Task scheduler
Hi, i am experimenting with hadoop. wanted to ask that is the Task distribution policy by job tracker pluggable if yes where in the code tree is it defined. Thanks and regards Saurabh Agarwal
Re: Task scheduler
Saurabh, > i am experimenting with hadoop. wanted to ask that is the Task distribution > policy by job tracker pluggable if yes where in the code tree is it defined. > Take a look at o.a.h.mapred.TaskScheduler. That's the abstract class that needs to be extended to define a new scheduling policy. Also, please do take a look at the existing schedulers that extend this class. There are 3-4 implementations including the default scheduler, capacity scheduler, fairshare scheduler and dynamic priority scheduler. It may be worthwhile to see if your ideas match any of the existing implementations to some degree and then consider enhancing those as a first option. Thanks Hemanth
Re: Task scheduler
Hi Hemanth, let me re frame my question I wanted to knowhow job tracker decides the assignment of input splits to task tracker based on task tracker's data locality. Where is this policy defined? Is it pluggable? Saurabh Agarwal On Fri, May 14, 2010 at 7:04 AM, Hemanth Yamijala wrote: > Saurabh, > > > i am experimenting with hadoop. wanted to ask that is the Task > distribution > > policy by job tracker pluggable if yes where in the code tree is it > defined. > > > > Take a look at o.a.h.mapred.TaskScheduler. That's the abstract class > that needs to be extended to define a new scheduling policy. Also, > please do take a look at the existing schedulers that extend this > class. There are 3-4 implementations including the default scheduler, > capacity scheduler, fairshare scheduler and dynamic priority > scheduler.

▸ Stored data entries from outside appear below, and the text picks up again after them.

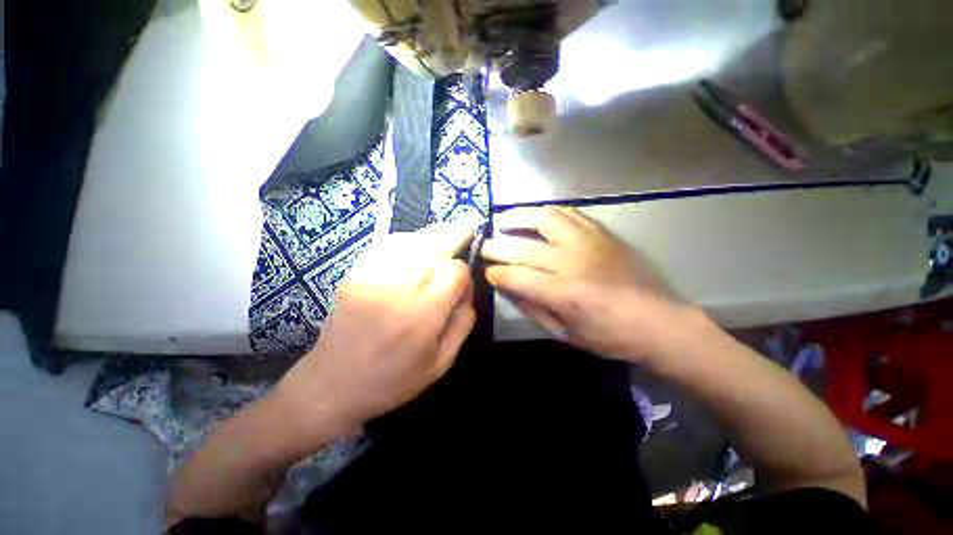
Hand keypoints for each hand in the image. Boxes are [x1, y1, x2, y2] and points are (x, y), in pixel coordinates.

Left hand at [274, 225, 475, 443]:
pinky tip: (417, 242)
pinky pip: (387, 243)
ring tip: (447, 231)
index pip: (453, 271)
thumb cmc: (393, 379)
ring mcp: (371, 276)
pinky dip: (407, 238)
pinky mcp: (355, 272)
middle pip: (433, 245)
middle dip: (454, 235)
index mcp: (421, 315)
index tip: (462, 283)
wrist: (333, 383)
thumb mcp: (442, 362)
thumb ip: (463, 321)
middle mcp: (397, 289)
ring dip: (433, 234)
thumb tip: (468, 287)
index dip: (464, 272)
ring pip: (411, 239)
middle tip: (467, 229)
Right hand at [482, 206, 689, 360]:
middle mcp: (572, 261)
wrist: (659, 321)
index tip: (487, 272)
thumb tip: (508, 288)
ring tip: (503, 219)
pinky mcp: (601, 233)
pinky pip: (568, 213)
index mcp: (563, 292)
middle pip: (523, 247)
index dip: (495, 273)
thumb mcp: (565, 333)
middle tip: (484, 245)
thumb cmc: (610, 336)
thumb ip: (532, 308)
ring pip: (544, 218)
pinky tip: (536, 216)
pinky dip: (547, 212)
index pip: (515, 276)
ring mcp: (587, 242)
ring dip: (518, 216)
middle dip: (496, 246)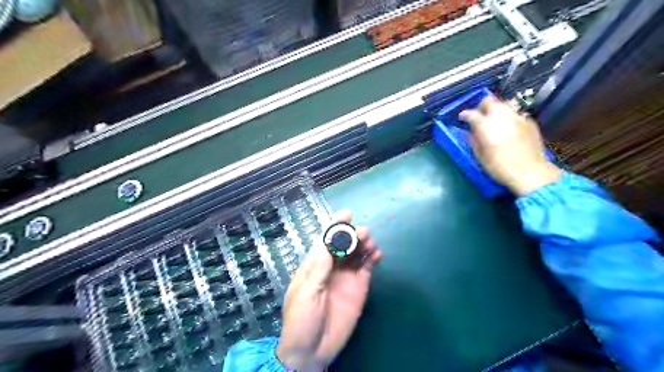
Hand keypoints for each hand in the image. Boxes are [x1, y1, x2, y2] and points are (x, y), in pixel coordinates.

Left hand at [276, 211, 377, 369]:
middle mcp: (331, 267)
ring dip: (363, 244)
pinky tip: (377, 255)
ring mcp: (346, 276)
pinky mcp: (359, 287)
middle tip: (363, 233)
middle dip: (352, 234)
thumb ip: (319, 268)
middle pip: (343, 244)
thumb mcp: (306, 292)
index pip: (325, 240)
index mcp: (314, 265)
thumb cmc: (301, 319)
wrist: (312, 350)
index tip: (347, 213)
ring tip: (370, 243)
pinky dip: (372, 259)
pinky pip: (367, 268)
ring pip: (357, 253)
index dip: (335, 226)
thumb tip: (328, 242)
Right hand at [463, 94, 558, 196]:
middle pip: (489, 101)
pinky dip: (509, 118)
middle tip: (479, 117)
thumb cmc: (500, 168)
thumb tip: (473, 132)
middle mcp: (502, 116)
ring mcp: (517, 117)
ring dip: (496, 110)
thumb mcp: (480, 156)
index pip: (471, 114)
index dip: (465, 115)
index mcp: (486, 126)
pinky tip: (509, 129)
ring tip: (495, 121)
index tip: (462, 118)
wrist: (530, 172)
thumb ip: (475, 140)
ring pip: (504, 104)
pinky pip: (516, 113)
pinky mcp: (529, 121)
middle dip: (482, 107)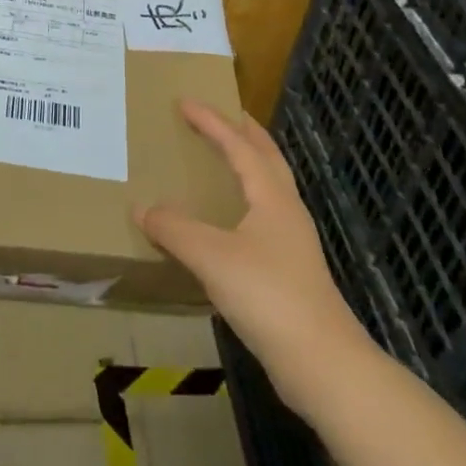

It may be worthwhile to see if your ideas match any of the > existing implementations to some degree and then consider enhancing > those as a first option. > > Thanks > Hemanth >
Re: Task scheduler
Saurabh, > let me re frame my question I wanted to knowhow job tracker decides the > assignment of input splits to task tracker based on task tracker's data > locality. Where is this policy defined? Is it pluggable? Sorry, I misunderstood your question then. This code is in o.a.h.mapred.JobInProgress. It is likely spread across many methods in the class. But a good starting point could be from methods like obtainNewMapTask or obtainNewReduceTask. At the moment, this policy is not pluggable. But I know there have been discussions (possibly even a JIRA, though I can't locate any now) asking for this capability. Thanks Hemanth > > On Fri, May 14, 2010 at 7:04 AM, Hemanth Yamijala wrote: > >> Saurabh, >> >> > i am experimenting with hadoop. wanted to ask that is the Task >> distribution >> > policy by job tracker pluggable if yes where in the code tree is it >> defined. >> > >> >> Take a look at o.a.h.mapred.TaskScheduler. That's the abstract class >> that needs to be extended to define a new scheduling policy. Also, >> please do take a look at the existing schedulers that extend this >> class. There are 3-4 implementations including the default scheduler, >> capacity scheduler, fairshare scheduler and dynamic priority >> scheduler. It may be worthwhile to see if your ideas match any of the >> existing implementations to some degree and then consider enhancing >> those as a first option. >> >> Thanks >> Hemanth >> >